| Exercise prompt |
What the answer must contain is every line of the records, exactly, with no pictures.

| Records to process |
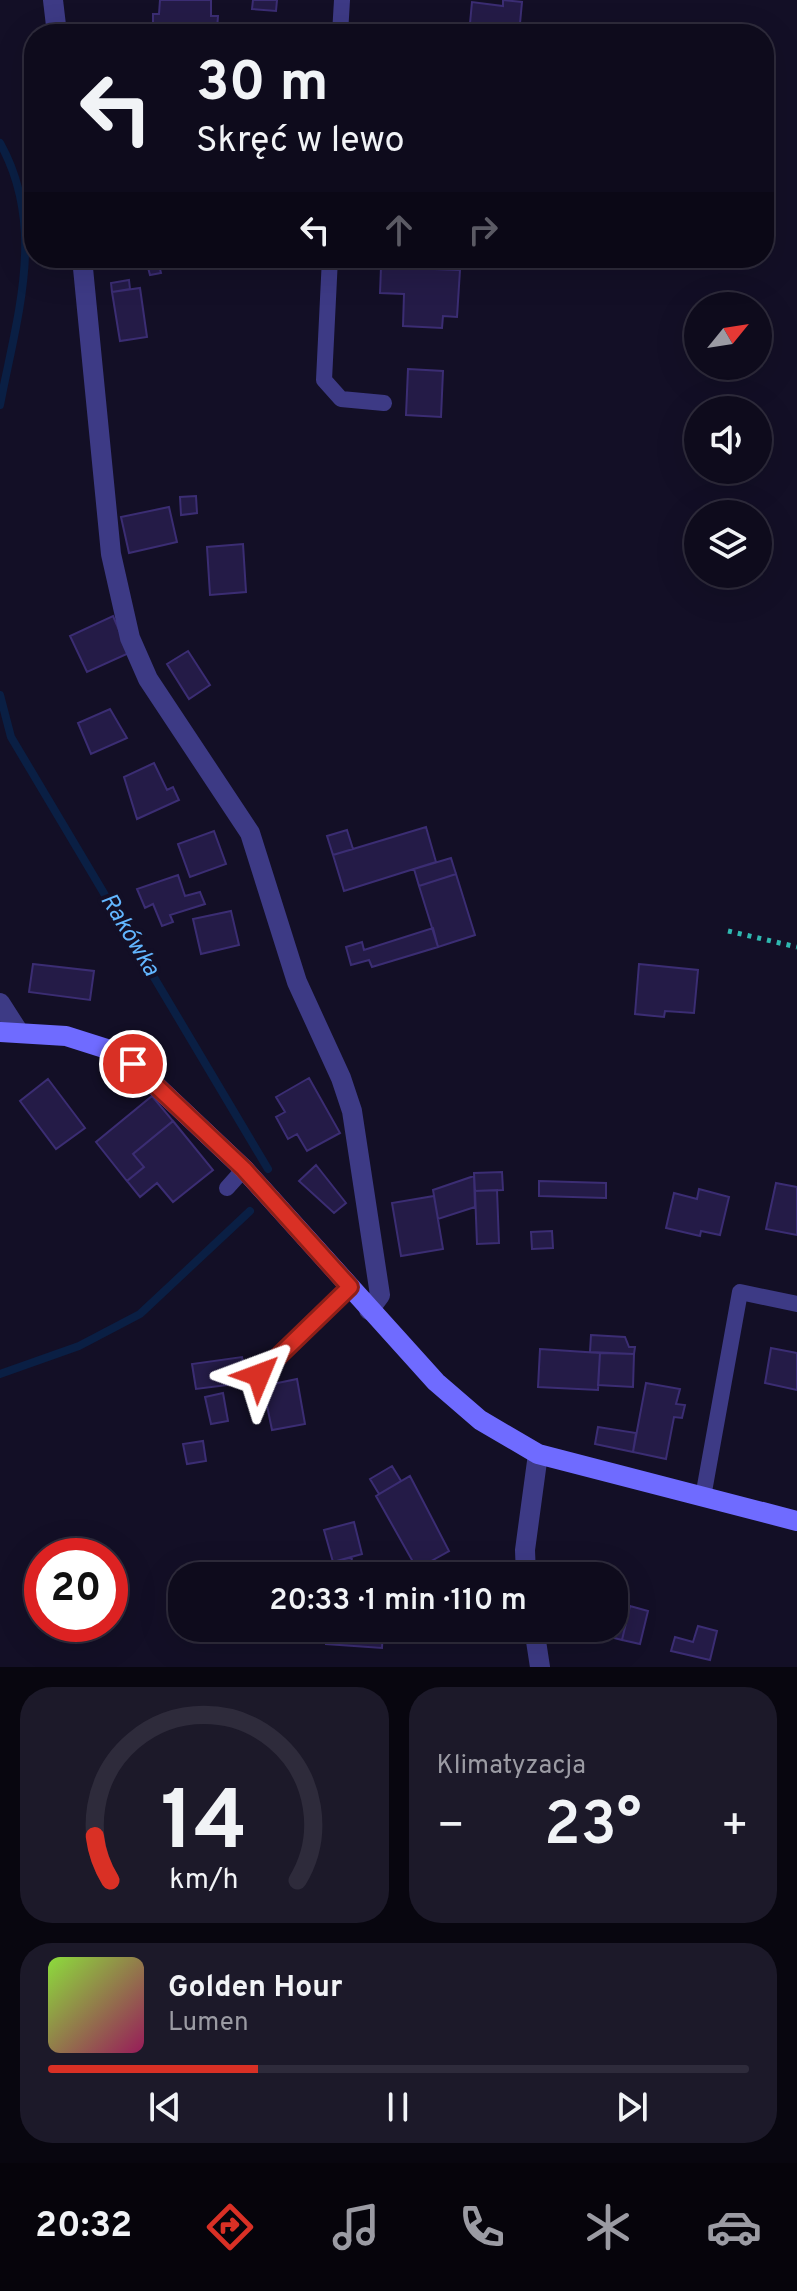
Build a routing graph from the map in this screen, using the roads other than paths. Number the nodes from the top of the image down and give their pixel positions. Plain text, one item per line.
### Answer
1 (53, 0) edge
2 (342, 0) edge
3 (56, 24) edge
4 (341, 24) edge
5 (83, 268) edge
6 (330, 268) edge
7 (384, 403) dead end
8 (0, 1003) edge
9 (9, 1032) edge
10 (244, 1169) junction
11 (227, 1188) dead end
12 (350, 1287) junction
13 (797, 1304) edge
14 (369, 1310) junction
15 (259, 1375) dead end
16 (538, 1454) junction
17 (703, 1497) junction
18 (797, 1521) edge
19 (525, 1562) edge
20 (536, 1642) edge
21 (540, 1667) edge

1 - 3 street
2 - 4 lane
5 - 14 street
6 - 7 lane
8 - 9 street
9 - 10 street
10 - 11 lane
10 - 12 street
12 - 14 street
12 - 15 lane
13 - 17 lane
14 - 16 street
16 - 17 street
16 - 19 street
17 - 18 street
20 - 21 street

| Task output |
Build a routing graph from the map in this screen, using the roads other than paths. Number the nodes from the top of the image down and give their pixel positions. Plain text, one item per line.
### Answer
1 (53, 0) edge
2 (342, 0) edge
3 (56, 24) edge
4 (341, 24) edge
5 (83, 268) edge
6 (330, 268) edge
7 (384, 403) dead end
8 (0, 1003) edge
9 (9, 1032) edge
10 (244, 1169) junction
11 (227, 1188) dead end
12 (350, 1287) junction
13 (797, 1304) edge
14 (369, 1310) junction
15 (259, 1375) dead end
16 (538, 1454) junction
17 (703, 1497) junction
18 (797, 1521) edge
19 (525, 1562) edge
20 (536, 1642) edge
21 (540, 1667) edge

1 - 3 street
2 - 4 lane
5 - 14 street
6 - 7 lane
8 - 9 street
9 - 10 street
10 - 11 lane
10 - 12 street
12 - 14 street
12 - 15 lane
13 - 17 lane
14 - 16 street
16 - 17 street
16 - 19 street
17 - 18 street
20 - 21 street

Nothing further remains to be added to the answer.